Comments 4:  Near line 588, it is suggested to add a discussion on the RDS results.
Response 4: Agree, in the previous version there was no discussion on the RDS results when comparing different maps sizes. We expanded the section on the variability of the compared models when evaluating the RDS metric. Moreover, since we expanded our evaluation strategy (with the addition of new metric MSD, stratification dependent on UAV height and map size), similar improvements (brief discussions) were implemented in those sections (e.g., lines 667-673).
Comments 5: The conclusion needs to include a clear description of the comparative improvement results of this method. The author's current writing is quite lengthy, and the limitations should be clarified at the end.
Response 5: Thank you for pointing this out; we also feel that the Discussion section is convoluted and unnecessarily long. For this reason, we added the Conclusions section where our current work is concisely summarized and limitations are noted. Furthermore, the Discussion section outlines both algorithmic limitations (our conclusions can be applied to backbones of similar design) and expands on the limitations of our data/evaluations (e.g. no extreme weather conditions).
Author Response File:
Author Response.pdf
Round 2
Reviewer 2 Report
Comments and Suggestions for AuthorsThe revised submission is accepted.
Author Response
We sincerely thank the Reviewer for valuable comments and constructive suggestions. Their feedback has helped us to improve the clarity, consistency, and overall quality of the manuscript.

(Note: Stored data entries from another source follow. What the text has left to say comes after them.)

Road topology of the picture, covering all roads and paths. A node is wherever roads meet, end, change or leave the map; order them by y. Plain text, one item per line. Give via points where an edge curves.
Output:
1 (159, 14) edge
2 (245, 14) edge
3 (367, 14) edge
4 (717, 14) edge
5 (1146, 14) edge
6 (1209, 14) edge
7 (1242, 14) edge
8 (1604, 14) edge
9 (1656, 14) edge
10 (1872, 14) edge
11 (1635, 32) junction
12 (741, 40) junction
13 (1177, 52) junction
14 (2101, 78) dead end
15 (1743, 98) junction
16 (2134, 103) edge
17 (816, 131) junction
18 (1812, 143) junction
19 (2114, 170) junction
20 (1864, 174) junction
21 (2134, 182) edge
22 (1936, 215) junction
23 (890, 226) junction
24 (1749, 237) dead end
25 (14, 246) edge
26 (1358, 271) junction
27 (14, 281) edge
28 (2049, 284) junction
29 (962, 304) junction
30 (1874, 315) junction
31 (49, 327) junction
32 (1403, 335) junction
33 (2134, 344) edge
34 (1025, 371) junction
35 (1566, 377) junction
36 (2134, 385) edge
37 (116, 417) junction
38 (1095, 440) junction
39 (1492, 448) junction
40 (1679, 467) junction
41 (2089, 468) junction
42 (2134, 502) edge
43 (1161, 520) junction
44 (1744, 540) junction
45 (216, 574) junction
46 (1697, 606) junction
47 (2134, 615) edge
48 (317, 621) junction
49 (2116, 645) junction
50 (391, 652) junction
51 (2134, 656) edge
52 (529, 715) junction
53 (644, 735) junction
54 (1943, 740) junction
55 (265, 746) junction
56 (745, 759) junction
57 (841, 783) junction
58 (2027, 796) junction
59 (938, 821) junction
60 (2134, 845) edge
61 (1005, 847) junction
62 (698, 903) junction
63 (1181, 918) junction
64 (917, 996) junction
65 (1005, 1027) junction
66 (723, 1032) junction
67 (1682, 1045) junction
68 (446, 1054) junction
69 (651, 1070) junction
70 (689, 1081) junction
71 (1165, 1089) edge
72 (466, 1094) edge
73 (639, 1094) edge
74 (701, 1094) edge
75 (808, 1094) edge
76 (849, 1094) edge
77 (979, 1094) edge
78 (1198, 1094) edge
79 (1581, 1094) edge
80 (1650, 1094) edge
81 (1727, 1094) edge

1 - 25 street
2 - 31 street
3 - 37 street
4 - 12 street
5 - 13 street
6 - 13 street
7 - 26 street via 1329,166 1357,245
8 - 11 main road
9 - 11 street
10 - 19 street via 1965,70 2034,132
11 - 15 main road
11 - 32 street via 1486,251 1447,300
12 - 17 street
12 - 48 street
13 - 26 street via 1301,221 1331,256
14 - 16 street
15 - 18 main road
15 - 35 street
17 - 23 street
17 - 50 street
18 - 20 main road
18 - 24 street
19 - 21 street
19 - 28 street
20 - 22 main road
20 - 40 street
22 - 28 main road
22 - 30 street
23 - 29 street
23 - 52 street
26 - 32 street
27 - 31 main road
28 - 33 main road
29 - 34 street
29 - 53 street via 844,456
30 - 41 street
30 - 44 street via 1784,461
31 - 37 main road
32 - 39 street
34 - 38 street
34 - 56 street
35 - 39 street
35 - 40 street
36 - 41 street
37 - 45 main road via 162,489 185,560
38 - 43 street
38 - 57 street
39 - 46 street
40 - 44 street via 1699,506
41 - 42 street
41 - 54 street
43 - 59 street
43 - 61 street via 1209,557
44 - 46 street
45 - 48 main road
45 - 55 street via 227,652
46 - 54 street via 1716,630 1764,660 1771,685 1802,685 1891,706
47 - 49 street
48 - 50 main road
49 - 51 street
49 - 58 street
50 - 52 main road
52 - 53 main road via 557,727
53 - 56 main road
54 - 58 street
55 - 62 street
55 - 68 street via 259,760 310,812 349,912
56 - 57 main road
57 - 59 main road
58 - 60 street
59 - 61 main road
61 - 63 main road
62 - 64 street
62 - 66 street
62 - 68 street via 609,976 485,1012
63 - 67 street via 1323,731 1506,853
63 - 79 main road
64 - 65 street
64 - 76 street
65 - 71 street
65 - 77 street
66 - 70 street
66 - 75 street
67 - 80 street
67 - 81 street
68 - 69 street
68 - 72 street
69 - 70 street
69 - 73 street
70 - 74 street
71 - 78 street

We believe that the revisions made in response to the comments have significantly strengthened the article.
Reviewer 3 Report
Comments and Suggestions for AuthorsAll the comments have been addressed by the authors. Thank you very much.
Author Response
We sincerely thank the Reviewer for valuable comments and constructive suggestions. Their feedback has helped us to improve the clarity, consistency, and overall quality of the manuscript. We believe that the revisions made in response to the comments have significantly strengthened the article.
Reviewer 4 Report
Comments and Suggestions for AuthorsI believe the author has further improved the manuscript and recommend its acceptance. However, the visual appeal of the figures still needs further refinement before publication.
Author Response
Figures were slightly revised to improve clarity and ensure consistent terminology across the manuscript.We sincerely thank the Reviewer for valuable comments and constructive suggestions. Their feedback has helped us to improve the clarity, consistency, and overall quality of the manuscript. We believe that the revisions made in response to the comments have significantly strengthened the article.